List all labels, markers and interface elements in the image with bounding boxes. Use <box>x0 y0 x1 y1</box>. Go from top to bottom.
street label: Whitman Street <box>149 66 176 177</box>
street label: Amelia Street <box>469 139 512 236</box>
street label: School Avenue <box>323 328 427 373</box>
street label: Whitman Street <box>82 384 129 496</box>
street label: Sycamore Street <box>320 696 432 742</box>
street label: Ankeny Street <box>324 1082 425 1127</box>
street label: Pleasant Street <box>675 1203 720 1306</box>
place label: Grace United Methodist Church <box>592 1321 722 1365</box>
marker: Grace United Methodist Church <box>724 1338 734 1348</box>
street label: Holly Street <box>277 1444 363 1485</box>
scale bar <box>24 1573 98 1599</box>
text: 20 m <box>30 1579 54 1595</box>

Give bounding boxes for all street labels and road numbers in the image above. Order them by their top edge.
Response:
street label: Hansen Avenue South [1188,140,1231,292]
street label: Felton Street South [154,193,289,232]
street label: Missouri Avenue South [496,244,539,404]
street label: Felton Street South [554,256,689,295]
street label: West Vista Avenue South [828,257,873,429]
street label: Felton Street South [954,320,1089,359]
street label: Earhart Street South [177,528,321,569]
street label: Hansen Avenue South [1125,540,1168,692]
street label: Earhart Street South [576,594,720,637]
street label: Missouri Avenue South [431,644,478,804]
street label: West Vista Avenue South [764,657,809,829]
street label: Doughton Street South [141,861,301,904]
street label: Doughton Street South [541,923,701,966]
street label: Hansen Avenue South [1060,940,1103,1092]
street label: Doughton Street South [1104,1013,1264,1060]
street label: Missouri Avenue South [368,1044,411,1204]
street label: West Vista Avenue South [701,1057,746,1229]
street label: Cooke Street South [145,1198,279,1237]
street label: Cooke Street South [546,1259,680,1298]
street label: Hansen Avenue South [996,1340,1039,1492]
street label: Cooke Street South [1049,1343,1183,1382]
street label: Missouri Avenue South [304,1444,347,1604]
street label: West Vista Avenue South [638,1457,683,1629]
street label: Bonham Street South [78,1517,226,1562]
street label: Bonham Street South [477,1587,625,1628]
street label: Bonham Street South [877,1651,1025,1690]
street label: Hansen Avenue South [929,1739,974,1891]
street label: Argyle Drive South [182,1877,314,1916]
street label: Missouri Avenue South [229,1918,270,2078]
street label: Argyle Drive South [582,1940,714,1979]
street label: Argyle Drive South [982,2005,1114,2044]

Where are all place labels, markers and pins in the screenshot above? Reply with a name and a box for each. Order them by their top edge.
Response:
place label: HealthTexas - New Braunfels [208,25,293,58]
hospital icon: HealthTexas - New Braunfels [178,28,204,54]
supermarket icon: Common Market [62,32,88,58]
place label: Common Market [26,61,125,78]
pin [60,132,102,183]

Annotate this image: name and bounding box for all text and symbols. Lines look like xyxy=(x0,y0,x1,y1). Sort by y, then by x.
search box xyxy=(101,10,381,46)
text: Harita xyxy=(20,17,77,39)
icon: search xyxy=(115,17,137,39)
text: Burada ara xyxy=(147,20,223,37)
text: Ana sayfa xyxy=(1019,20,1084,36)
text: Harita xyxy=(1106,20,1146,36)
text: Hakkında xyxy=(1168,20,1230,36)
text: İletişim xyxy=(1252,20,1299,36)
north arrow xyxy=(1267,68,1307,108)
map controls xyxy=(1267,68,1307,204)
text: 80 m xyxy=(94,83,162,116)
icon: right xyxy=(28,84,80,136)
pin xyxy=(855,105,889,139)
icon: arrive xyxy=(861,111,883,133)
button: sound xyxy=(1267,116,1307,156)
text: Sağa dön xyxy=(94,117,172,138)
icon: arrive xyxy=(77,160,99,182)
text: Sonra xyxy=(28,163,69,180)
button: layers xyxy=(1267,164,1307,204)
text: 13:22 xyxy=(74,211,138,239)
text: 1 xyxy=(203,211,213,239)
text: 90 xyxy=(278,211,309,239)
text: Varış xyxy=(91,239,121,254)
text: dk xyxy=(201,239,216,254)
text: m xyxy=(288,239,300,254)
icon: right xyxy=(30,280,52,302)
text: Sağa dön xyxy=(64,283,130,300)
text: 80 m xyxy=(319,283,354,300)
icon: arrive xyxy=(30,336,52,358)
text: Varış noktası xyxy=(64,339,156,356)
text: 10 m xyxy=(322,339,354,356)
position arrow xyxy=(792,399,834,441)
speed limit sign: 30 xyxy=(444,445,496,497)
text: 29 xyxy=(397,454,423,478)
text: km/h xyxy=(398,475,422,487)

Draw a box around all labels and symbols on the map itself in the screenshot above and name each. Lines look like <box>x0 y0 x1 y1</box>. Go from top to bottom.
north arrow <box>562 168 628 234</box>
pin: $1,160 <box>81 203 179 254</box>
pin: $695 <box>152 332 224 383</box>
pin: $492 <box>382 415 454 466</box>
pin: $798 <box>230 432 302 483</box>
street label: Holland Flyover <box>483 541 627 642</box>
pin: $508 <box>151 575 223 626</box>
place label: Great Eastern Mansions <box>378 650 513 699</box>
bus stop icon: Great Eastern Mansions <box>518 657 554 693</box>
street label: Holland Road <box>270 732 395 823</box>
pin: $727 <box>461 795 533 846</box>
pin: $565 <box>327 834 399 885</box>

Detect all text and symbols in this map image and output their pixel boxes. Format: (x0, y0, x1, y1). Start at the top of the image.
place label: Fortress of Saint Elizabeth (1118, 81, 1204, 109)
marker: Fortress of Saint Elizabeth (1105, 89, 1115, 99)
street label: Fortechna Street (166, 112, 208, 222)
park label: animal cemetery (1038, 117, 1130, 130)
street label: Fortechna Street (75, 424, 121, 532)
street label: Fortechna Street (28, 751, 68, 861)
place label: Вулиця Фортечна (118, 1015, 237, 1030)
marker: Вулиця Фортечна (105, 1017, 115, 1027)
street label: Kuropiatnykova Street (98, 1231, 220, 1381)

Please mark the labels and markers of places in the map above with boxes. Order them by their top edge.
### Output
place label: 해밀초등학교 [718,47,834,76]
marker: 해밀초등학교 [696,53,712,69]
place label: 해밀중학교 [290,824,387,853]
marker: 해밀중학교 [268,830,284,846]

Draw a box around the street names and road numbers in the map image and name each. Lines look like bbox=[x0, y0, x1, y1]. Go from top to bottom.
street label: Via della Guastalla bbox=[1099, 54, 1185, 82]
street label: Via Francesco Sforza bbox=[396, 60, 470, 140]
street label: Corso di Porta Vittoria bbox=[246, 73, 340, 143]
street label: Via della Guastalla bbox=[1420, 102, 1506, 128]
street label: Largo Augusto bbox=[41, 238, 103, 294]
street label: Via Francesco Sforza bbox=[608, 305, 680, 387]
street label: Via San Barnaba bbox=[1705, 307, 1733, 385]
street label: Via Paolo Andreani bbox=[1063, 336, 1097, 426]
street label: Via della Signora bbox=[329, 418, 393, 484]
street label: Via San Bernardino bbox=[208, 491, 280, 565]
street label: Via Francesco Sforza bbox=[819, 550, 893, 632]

» Goal of the exercise:
Make a word-for-word copy of the records.

» Solution to the exercise:
List all labels, markers and interface elements in the image with bounding boxes. Use <box>x0 y0 x1 y1</box>. Go from top to bottom.
street label: Whitman Street <box>149 66 176 177</box>
street label: Amelia Street <box>469 139 512 236</box>
street label: School Avenue <box>323 328 427 373</box>
street label: Whitman Street <box>82 384 129 496</box>
street label: Sycamore Street <box>320 696 432 742</box>
street label: Ankeny Street <box>324 1082 425 1127</box>
street label: Pleasant Street <box>675 1203 720 1306</box>
place label: Grace United Methodist Church <box>592 1321 722 1365</box>
marker: Grace United Methodist Church <box>724 1338 734 1348</box>
street label: Holly Street <box>277 1444 363 1485</box>
scale bar <box>24 1573 98 1599</box>
text: 20 m <box>30 1579 54 1595</box>

Give bounding boxes for all street labels and road numbers in the image above. Order them by their top edge.
Response:
street label: Hansen Avenue South [1188,140,1231,292]
street label: Felton Street South [154,193,289,232]
street label: Missouri Avenue South [496,244,539,404]
street label: Felton Street South [554,256,689,295]
street label: West Vista Avenue South [828,257,873,429]
street label: Felton Street South [954,320,1089,359]
street label: Earhart Street South [177,528,321,569]
street label: Hansen Avenue South [1125,540,1168,692]
street label: Earhart Street South [576,594,720,637]
street label: Missouri Avenue South [431,644,478,804]
street label: West Vista Avenue South [764,657,809,829]
street label: Doughton Street South [141,861,301,904]
street label: Doughton Street South [541,923,701,966]
street label: Hansen Avenue South [1060,940,1103,1092]
street label: Doughton Street South [1104,1013,1264,1060]
street label: Missouri Avenue South [368,1044,411,1204]
street label: West Vista Avenue South [701,1057,746,1229]
street label: Cooke Street South [145,1198,279,1237]
street label: Cooke Street South [546,1259,680,1298]
street label: Hansen Avenue South [996,1340,1039,1492]
street label: Cooke Street South [1049,1343,1183,1382]
street label: Missouri Avenue South [304,1444,347,1604]
street label: West Vista Avenue South [638,1457,683,1629]
street label: Bonham Street South [78,1517,226,1562]
street label: Bonham Street South [477,1587,625,1628]
street label: Bonham Street South [877,1651,1025,1690]
street label: Hansen Avenue South [929,1739,974,1891]
street label: Argyle Drive South [182,1877,314,1916]
street label: Missouri Avenue South [229,1918,270,2078]
street label: Argyle Drive South [582,1940,714,1979]
street label: Argyle Drive South [982,2005,1114,2044]

Where are all place labels, markers and pins in the screenshot above? Reply with a name and a box for each. Order them by their top edge.
Response:
place label: HealthTexas - New Braunfels [208,25,293,58]
hospital icon: HealthTexas - New Braunfels [178,28,204,54]
supermarket icon: Common Market [62,32,88,58]
place label: Common Market [26,61,125,78]
pin [60,132,102,183]

Annotate this image: name and bounding box for all text and symbols. Lines look like xyxy=(x0,y0,x1,y1). Sort by y, then by x.
search box xyxy=(101,10,381,46)
text: Harita xyxy=(20,17,77,39)
icon: search xyxy=(115,17,137,39)
text: Burada ara xyxy=(147,20,223,37)
text: Ana sayfa xyxy=(1019,20,1084,36)
text: Harita xyxy=(1106,20,1146,36)
text: Hakkında xyxy=(1168,20,1230,36)
text: İletişim xyxy=(1252,20,1299,36)
north arrow xyxy=(1267,68,1307,108)
map controls xyxy=(1267,68,1307,204)
text: 80 m xyxy=(94,83,162,116)
icon: right xyxy=(28,84,80,136)
pin xyxy=(855,105,889,139)
icon: arrive xyxy=(861,111,883,133)
button: sound xyxy=(1267,116,1307,156)
text: Sağa dön xyxy=(94,117,172,138)
icon: arrive xyxy=(77,160,99,182)
text: Sonra xyxy=(28,163,69,180)
button: layers xyxy=(1267,164,1307,204)
text: 13:22 xyxy=(74,211,138,239)
text: 1 xyxy=(203,211,213,239)
text: 90 xyxy=(278,211,309,239)
text: Varış xyxy=(91,239,121,254)
text: dk xyxy=(201,239,216,254)
text: m xyxy=(288,239,300,254)
icon: right xyxy=(30,280,52,302)
text: Sağa dön xyxy=(64,283,130,300)
text: 80 m xyxy=(319,283,354,300)
icon: arrive xyxy=(30,336,52,358)
text: Varış noktası xyxy=(64,339,156,356)
text: 10 m xyxy=(322,339,354,356)
position arrow xyxy=(792,399,834,441)
speed limit sign: 30 xyxy=(444,445,496,497)
text: 29 xyxy=(397,454,423,478)
text: km/h xyxy=(398,475,422,487)

Draw a box around all labels and symbols on the map itself in the screenshot above and name each. Lines look like <box>x0 y0 x1 y1</box>. Go from top to bottom.
north arrow <box>562 168 628 234</box>
pin: $1,160 <box>81 203 179 254</box>
pin: $695 <box>152 332 224 383</box>
pin: $492 <box>382 415 454 466</box>
pin: $798 <box>230 432 302 483</box>
street label: Holland Flyover <box>483 541 627 642</box>
pin: $508 <box>151 575 223 626</box>
place label: Great Eastern Mansions <box>378 650 513 699</box>
bus stop icon: Great Eastern Mansions <box>518 657 554 693</box>
street label: Holland Road <box>270 732 395 823</box>
pin: $727 <box>461 795 533 846</box>
pin: $565 <box>327 834 399 885</box>

Detect all text and symbols in this map image and output their pixel boxes. Format: (x0, y0, x1, y1). Start at the top of the image.
place label: Fortress of Saint Elizabeth (1118, 81, 1204, 109)
marker: Fortress of Saint Elizabeth (1105, 89, 1115, 99)
street label: Fortechna Street (166, 112, 208, 222)
park label: animal cemetery (1038, 117, 1130, 130)
street label: Fortechna Street (75, 424, 121, 532)
street label: Fortechna Street (28, 751, 68, 861)
place label: Вулиця Фортечна (118, 1015, 237, 1030)
marker: Вулиця Фортечна (105, 1017, 115, 1027)
street label: Kuropiatnykova Street (98, 1231, 220, 1381)

Please mark the labels and markers of places in the map above with boxes. Order them by their top edge.
### Output
place label: 해밀초등학교 [718,47,834,76]
marker: 해밀초등학교 [696,53,712,69]
place label: 해밀중학교 [290,824,387,853]
marker: 해밀중학교 [268,830,284,846]

Draw a box around the street names and road numbers in the map image and name each. Lines look like bbox=[x0, y0, x1, y1]. Go from top to bottom.
street label: Via della Guastalla bbox=[1099, 54, 1185, 82]
street label: Via Francesco Sforza bbox=[396, 60, 470, 140]
street label: Corso di Porta Vittoria bbox=[246, 73, 340, 143]
street label: Via della Guastalla bbox=[1420, 102, 1506, 128]
street label: Largo Augusto bbox=[41, 238, 103, 294]
street label: Via Francesco Sforza bbox=[608, 305, 680, 387]
street label: Via San Barnaba bbox=[1705, 307, 1733, 385]
street label: Via Paolo Andreani bbox=[1063, 336, 1097, 426]
street label: Via della Signora bbox=[329, 418, 393, 484]
street label: Via San Bernardino bbox=[208, 491, 280, 565]
street label: Via Francesco Sforza bbox=[819, 550, 893, 632]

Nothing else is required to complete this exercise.